Data listing: Begin

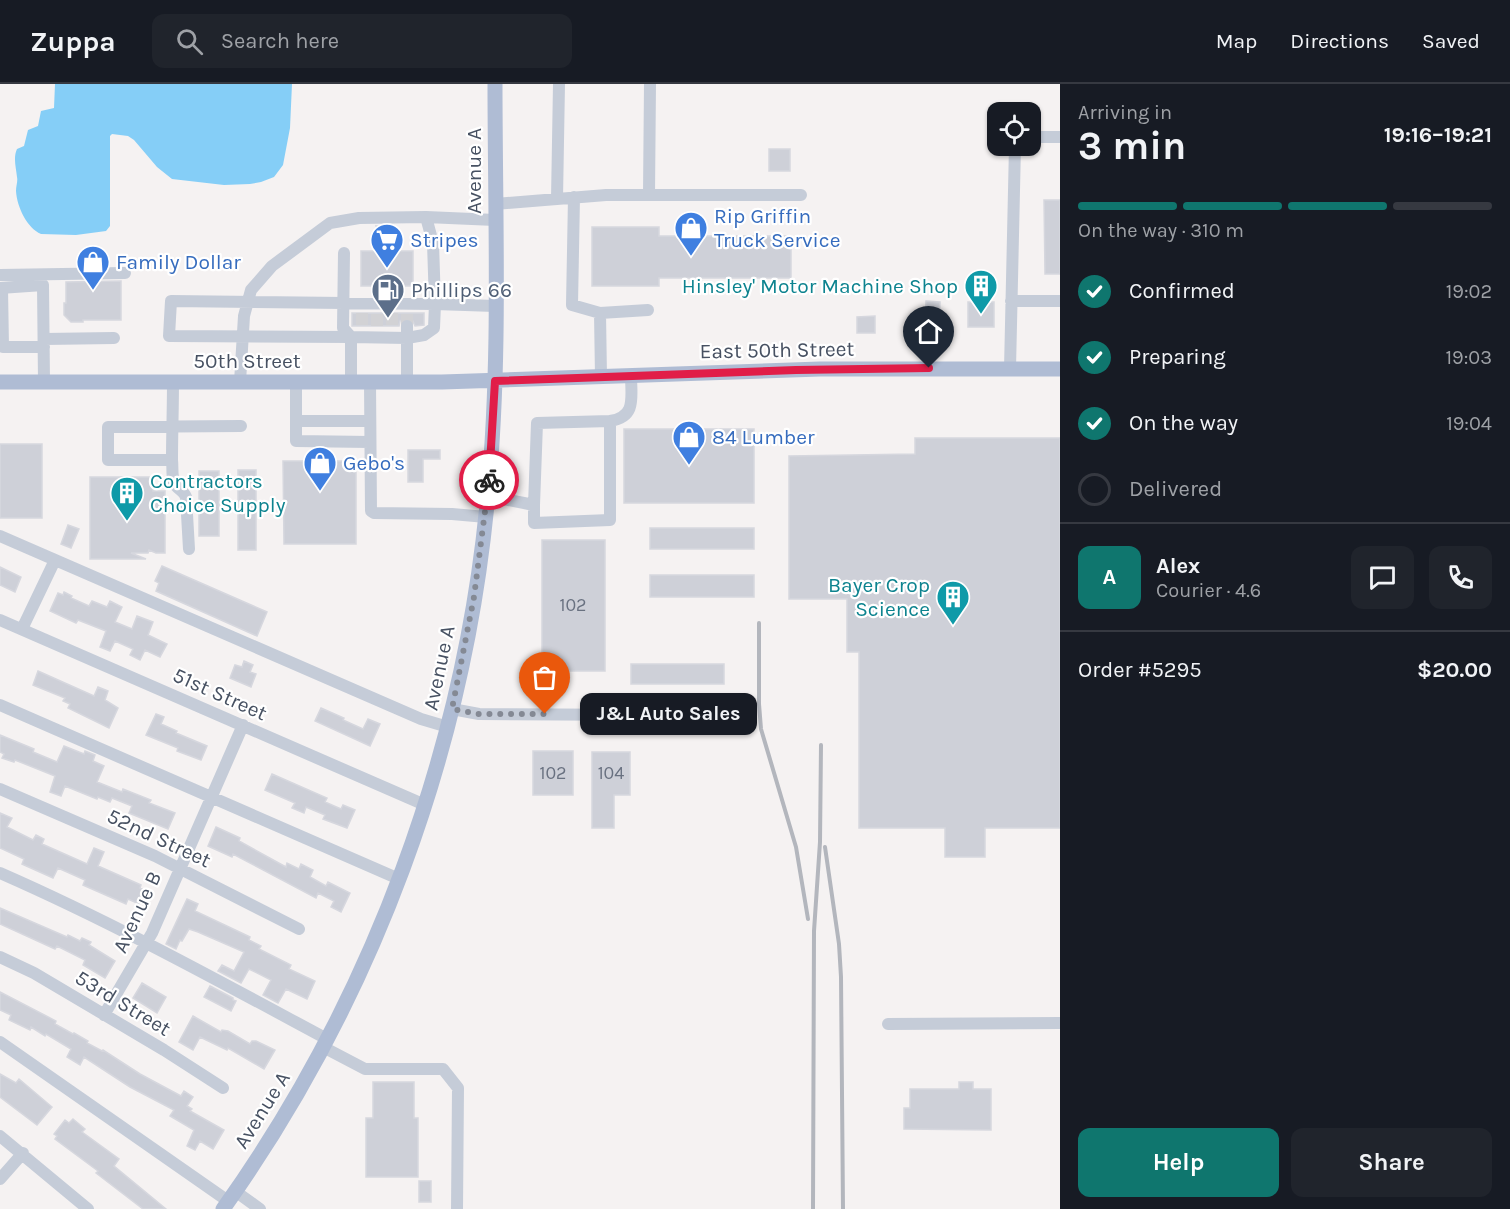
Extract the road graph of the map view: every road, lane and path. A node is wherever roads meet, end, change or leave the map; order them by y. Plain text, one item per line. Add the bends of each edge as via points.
1 (495, 84) edge
2 (559, 84) edge
3 (650, 84) edge
4 (1041, 137) edge
5 (1060, 137) edge
6 (1015, 156) edge
7 (649, 194) junction
8 (801, 195) dead end
9 (574, 197) junction
10 (557, 199) junction
11 (495, 204) junction
12 (426, 217) junction
13 (495, 220) junction
14 (344, 253) dead end
15 (125, 273) dead end
16 (0, 275) edge
17 (1, 288) edge
18 (247, 301) junction
19 (1011, 301) junction
20 (1060, 301) edge
21 (343, 303) junction
22 (435, 304) junction
23 (495, 306) junction
24 (648, 310) dead end
25 (600, 314) junction
26 (407, 332) junction
27 (358, 333) junction
28 (243, 336) junction
29 (114, 338) dead end
30 (44, 343) junction
31 (1010, 369) junction
32 (1060, 369) edge
33 (631, 375) junction
34 (602, 376) junction
35 (407, 381) junction
36 (495, 381) junction
37 (0, 382) edge
38 (44, 382) junction
39 (173, 382) junction
40 (240, 382) junction
41 (296, 382) junction
42 (351, 382) junction
43 (369, 382) junction
44 (296, 421) junction
45 (369, 421) junction
46 (610, 421) junction
47 (172, 426) junction
48 (241, 426) dead end
49 (370, 442) junction
50 (172, 460) junction
51 (488, 496) junction
52 (534, 505) junction
53 (486, 517) junction
54 (0, 536) edge
55 (189, 549) dead end
56 (55, 560) junction
57 (0, 620) edge
58 (22, 629) junction
59 (0, 705) edge
60 (452, 709) junction
61 (657, 715) dead end
62 (243, 725) junction
63 (448, 727) junction
64 (0, 789) edge
65 (211, 798) junction
66 (425, 805) junction
67 (179, 868) junction
68 (0, 873) edge
69 (399, 879) junction
70 (299, 929) dead end
71 (147, 942) junction
72 (0, 957) edge
73 (104, 1015) junction
74 (1060, 1023) edge
75 (888, 1024) dead end
76 (0, 1042) edge
77 (325, 1043) junction
78 (223, 1088) dead end
79 (0, 1136) edge
80 (23, 1153) junction
81 (0, 1179) edge
82 (229, 1200) edge
83 (86, 1208) edge
84 (260, 1209) edge
85 (457, 1209) edge

1 - 11 main road, Avenue A
2 - 10 street
3 - 7 street
4 - 5 street
6 - 19 street
7 - 8 street
7 - 9 street
9 - 10 street
9 - 25 street via 572,305
10 - 11 street
11 - 13 main road, Avenue A
12 - 13 street
12 - 18 street via 359,218 330,223 272,266 251,290
12 - 22 street via 433,243
13 - 23 main road, Avenue A
14 - 21 street
15 - 16 street
17 - 30 street via 43,285
17 - 30 street via 3,347
18 - 21 street
18 - 28 street
18 - 28 street via 171,301 169,336
19 - 20 street
19 - 31 street
21 - 22 street via 362,308
21 - 27 street via 343,328
22 - 23 street
22 - 26 street via 434,327 424,334
23 - 36 main road, Avenue A
24 - 25 street
25 - 34 street
26 - 27 street
26 - 35 street
27 - 28 street
27 - 42 street
28 - 40 street
29 - 30 street
30 - 38 street
31 - 32 main road, East 50th Street
31 - 33 main road, East 50th Street via 820,369
33 - 34 main road, East 50th Street
33 - 46 street via 631,406 626,415
34 - 36 main road, East 50th Street
35 - 36 main road, 50th Street
35 - 43 main road, 50th Street
36 - 51 main road, Avenue A
37 - 38 main road, 50th Street
38 - 39 main road, 50th Street
39 - 40 main road, 50th Street
39 - 47 street
40 - 41 main road, 50th Street
41 - 42 main road, 50th Street
41 - 44 street
42 - 43 main road, 50th Street
43 - 45 street
44 - 45 street
44 - 49 street via 299,442
45 - 49 street
46 - 52 street via 537,423
46 - 52 street via 610,520 534,523
47 - 48 street
47 - 50 street
47 - 50 street via 108,426 108,460
49 - 53 street via 374,513
50 - 55 street via 173,481 186,497
51 - 52 street
51 - 53 main road, Avenue A
53 - 60 main road, Avenue A
54 - 56 street
56 - 58 street
56 - 63 street
57 - 58 street, 51st Street
58 - 62 street, 51st Street
59 - 65 street
60 - 61 street via 479,714
60 - 63 main road, Avenue A
62 - 65 street, Avenue B
62 - 66 street, 51st Street
63 - 66 main road, Avenue A
64 - 67 street, 52nd Street
65 - 67 street, Avenue B
65 - 69 street
66 - 69 main road, Avenue A
67 - 70 street, 52nd Street
67 - 71 street, Avenue B
68 - 71 street
69 - 77 main road, Avenue A
71 - 73 street, Avenue B
71 - 77 street
72 - 73 street, 53rd Street
73 - 78 street, 53rd Street
74 - 75 street
76 - 82 street
77 - 82 main road, Avenue A
77 - 85 street via 365,1069 442,1069 458,1088
79 - 80 street
80 - 81 street
80 - 83 street
82 - 84 street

Data listing: End

From the records above, copy each line where the word "dead" can be found.

Answer below.
8 (801, 195) dead end
14 (344, 253) dead end
15 (125, 273) dead end
24 (648, 310) dead end
29 (114, 338) dead end
48 (241, 426) dead end
55 (189, 549) dead end
61 (657, 715) dead end
70 (299, 929) dead end
75 (888, 1024) dead end
78 (223, 1088) dead end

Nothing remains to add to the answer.